Photo: Bettmann/Getty Images

It’s a commonplace observation that control of the future shape of the Supreme Court is one of the high-stakes consequences of the 2016 presidential election. That’s partly because the Court is currently at an ideological equipoise, with four generally liberal and four conservative justices (though Anthony Kennedy is not as easy to classify) presently serving, with one vacancy that Hillary Clinton or Donald Trump will likely get to fill.

But another reason 2016 could be big is that true domination of the Supreme Court by one party or ideology takes time, and usually consecutive presidencies of the same party. A Clinton presidency following an Obama presidency could do the trick.

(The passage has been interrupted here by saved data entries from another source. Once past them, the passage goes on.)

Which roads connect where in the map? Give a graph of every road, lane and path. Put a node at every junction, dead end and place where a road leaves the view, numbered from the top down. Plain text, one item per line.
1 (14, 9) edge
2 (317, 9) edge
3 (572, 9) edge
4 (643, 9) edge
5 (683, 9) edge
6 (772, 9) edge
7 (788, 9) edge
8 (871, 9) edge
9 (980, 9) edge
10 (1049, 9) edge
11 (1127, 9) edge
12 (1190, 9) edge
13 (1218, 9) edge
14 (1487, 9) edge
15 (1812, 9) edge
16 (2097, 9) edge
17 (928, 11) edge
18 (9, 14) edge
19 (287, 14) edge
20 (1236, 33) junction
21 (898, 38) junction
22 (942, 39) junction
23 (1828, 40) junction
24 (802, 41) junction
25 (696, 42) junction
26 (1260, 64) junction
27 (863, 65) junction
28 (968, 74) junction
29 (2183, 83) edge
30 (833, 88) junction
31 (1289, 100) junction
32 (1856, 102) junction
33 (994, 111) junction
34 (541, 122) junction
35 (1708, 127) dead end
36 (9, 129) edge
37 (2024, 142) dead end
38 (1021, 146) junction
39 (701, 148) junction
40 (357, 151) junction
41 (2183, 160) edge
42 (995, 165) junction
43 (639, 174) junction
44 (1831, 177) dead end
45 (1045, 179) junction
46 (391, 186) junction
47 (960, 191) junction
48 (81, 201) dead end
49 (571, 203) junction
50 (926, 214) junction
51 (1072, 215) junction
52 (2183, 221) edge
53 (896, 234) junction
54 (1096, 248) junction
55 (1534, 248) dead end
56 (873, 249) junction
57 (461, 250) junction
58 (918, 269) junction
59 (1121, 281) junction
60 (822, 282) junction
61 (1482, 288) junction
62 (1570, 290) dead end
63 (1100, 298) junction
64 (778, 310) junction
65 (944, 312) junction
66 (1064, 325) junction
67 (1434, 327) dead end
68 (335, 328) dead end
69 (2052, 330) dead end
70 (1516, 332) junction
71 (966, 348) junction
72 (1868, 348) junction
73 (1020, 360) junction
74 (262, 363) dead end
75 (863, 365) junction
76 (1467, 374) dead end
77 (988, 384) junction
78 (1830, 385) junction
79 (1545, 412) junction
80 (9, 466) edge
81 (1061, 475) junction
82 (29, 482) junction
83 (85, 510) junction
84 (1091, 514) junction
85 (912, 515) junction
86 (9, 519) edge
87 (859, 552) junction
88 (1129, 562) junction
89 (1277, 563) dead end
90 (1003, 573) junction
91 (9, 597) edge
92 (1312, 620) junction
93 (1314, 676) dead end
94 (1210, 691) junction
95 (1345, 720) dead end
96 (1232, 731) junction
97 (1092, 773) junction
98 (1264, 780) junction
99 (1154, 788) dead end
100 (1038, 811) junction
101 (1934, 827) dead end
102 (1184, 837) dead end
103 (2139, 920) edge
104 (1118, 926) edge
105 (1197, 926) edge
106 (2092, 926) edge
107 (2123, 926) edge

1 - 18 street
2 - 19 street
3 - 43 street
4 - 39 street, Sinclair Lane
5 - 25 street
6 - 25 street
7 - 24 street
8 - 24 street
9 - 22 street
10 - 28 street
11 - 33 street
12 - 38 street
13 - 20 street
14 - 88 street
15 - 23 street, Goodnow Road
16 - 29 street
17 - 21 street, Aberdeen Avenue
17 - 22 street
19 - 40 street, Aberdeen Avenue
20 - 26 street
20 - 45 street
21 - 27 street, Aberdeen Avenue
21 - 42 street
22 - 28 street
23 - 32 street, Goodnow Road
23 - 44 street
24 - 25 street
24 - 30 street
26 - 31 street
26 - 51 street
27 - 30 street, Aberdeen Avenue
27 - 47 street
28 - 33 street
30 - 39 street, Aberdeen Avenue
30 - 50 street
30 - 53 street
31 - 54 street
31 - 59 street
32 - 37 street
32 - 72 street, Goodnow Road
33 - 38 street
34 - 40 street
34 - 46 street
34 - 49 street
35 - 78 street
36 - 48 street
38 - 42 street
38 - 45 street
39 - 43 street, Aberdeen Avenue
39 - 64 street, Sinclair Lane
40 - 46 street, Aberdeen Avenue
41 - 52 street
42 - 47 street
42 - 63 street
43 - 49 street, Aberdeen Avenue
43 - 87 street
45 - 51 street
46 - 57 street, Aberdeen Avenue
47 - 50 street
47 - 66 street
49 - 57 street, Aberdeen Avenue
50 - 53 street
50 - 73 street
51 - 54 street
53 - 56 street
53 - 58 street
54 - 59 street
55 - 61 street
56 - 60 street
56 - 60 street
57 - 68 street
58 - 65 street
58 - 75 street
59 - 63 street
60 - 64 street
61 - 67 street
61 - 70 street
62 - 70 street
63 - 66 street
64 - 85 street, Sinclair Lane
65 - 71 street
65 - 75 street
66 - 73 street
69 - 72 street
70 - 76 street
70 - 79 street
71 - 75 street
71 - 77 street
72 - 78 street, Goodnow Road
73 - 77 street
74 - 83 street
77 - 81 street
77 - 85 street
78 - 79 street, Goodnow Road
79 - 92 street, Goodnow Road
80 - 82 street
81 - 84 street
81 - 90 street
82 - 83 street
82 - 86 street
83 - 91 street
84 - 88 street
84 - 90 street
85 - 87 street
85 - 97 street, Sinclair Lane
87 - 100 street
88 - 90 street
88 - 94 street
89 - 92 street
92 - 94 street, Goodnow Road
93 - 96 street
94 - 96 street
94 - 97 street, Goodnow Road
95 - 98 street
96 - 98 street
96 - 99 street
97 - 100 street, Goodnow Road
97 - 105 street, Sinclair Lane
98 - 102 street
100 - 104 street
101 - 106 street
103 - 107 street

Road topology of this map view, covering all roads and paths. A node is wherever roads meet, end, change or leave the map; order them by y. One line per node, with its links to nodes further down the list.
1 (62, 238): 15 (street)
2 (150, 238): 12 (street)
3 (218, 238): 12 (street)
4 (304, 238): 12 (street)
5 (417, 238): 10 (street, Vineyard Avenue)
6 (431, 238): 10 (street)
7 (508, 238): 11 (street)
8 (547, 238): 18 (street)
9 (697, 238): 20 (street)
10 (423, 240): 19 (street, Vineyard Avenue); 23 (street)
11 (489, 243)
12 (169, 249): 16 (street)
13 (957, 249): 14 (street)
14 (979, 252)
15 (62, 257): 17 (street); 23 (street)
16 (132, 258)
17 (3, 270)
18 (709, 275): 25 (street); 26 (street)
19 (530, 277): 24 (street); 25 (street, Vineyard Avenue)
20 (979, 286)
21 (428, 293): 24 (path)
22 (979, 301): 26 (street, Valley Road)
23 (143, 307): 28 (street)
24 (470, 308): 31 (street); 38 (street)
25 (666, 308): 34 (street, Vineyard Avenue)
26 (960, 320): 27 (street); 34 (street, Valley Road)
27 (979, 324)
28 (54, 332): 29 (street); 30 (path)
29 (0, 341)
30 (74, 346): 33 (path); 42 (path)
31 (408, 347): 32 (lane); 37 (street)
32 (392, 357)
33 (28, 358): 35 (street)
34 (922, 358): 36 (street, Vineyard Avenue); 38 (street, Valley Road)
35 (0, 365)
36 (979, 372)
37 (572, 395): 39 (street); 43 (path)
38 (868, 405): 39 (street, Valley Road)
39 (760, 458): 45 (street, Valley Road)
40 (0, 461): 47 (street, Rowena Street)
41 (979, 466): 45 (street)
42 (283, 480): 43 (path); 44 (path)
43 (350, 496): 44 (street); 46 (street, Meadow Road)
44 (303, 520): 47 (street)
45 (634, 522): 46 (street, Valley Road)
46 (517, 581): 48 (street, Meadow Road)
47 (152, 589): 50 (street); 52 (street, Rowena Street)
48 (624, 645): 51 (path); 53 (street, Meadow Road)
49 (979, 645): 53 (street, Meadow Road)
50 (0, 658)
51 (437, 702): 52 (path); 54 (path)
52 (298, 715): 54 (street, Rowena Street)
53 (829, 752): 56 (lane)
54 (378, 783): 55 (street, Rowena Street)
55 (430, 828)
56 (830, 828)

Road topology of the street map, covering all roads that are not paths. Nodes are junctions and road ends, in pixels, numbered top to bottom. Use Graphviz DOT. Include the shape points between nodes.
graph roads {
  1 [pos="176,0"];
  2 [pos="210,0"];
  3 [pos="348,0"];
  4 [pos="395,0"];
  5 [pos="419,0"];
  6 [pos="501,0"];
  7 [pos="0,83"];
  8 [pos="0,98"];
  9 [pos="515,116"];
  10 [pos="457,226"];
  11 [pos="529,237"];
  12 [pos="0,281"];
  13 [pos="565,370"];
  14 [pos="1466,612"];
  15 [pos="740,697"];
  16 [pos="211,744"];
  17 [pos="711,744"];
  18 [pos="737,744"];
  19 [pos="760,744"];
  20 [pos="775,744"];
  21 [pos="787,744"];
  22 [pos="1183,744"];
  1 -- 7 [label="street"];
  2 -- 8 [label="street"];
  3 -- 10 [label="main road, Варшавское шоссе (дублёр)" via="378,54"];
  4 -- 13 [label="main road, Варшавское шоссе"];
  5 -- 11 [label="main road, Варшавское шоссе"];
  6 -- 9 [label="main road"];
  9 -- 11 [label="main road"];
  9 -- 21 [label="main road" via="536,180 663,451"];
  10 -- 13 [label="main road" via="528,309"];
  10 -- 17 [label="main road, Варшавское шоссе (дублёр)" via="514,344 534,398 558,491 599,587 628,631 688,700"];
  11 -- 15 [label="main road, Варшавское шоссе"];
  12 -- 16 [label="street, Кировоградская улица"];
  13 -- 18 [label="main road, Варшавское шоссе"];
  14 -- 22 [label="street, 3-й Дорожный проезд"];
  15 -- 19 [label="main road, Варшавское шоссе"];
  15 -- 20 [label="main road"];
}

That would be a really unusual opportunity for the Donkey Party, which has not had more than eight consecutive years of controlling the White House since Harry Truman left office. Republicans have had vastly better luck in securing SCOTUS nominations. Indeed, because Jimmy Carter did not have a single SCOTUS vacancy to fill, Republican presidents appointed an astonishing ten consecutive justices between 1969 and 1991. The only reason this did not produce a profoundly conservative SCOTUS era is (as any conservative, and especially Christian conservative, will tell you) that multiple Republican-appointed justices turned out to be relatively liberal on certain issues (notably abortion) or liberal altogether (e.g., John Paul Stevens and David Souter).

As Dylan Matthews explains at Vox, a second President Clinton (especially if she won a second term) would have a good shot at creating the first unambiguously liberal Court since 1971, and perhaps a 6-3 liberal majority on SCOTUS in fairly short order. Aside from stopping a conservative trend on the Court in areas ranging from campaign-finance reform to business regulation to labor law, such a development could lead to progressive constitutional landmarks unimagined for decades, such as prohibitions on mass incarceration and establishment of a truly national right to vote without state and local obstruction and harassment.

It is theoretically possible, of course, that Clinton appointments could disappoint liberals the way Nixon and Ford and Reagan appointments have disappointed conservatives. But probably not: The brouhaha over “treacherous” Republican justices has made it vastly more acceptable to vet potential nominees carefully for their past record and their judicial philosophy. There may be some doubt about what Donald Trump will do in the way of shaping the Supreme Court in a coherent manner. But Hillary Clinton’s direction in judicial appointments should be clear enough, and will probably motivate an unprecedented degree of conservative resistance in the Senate and beyond.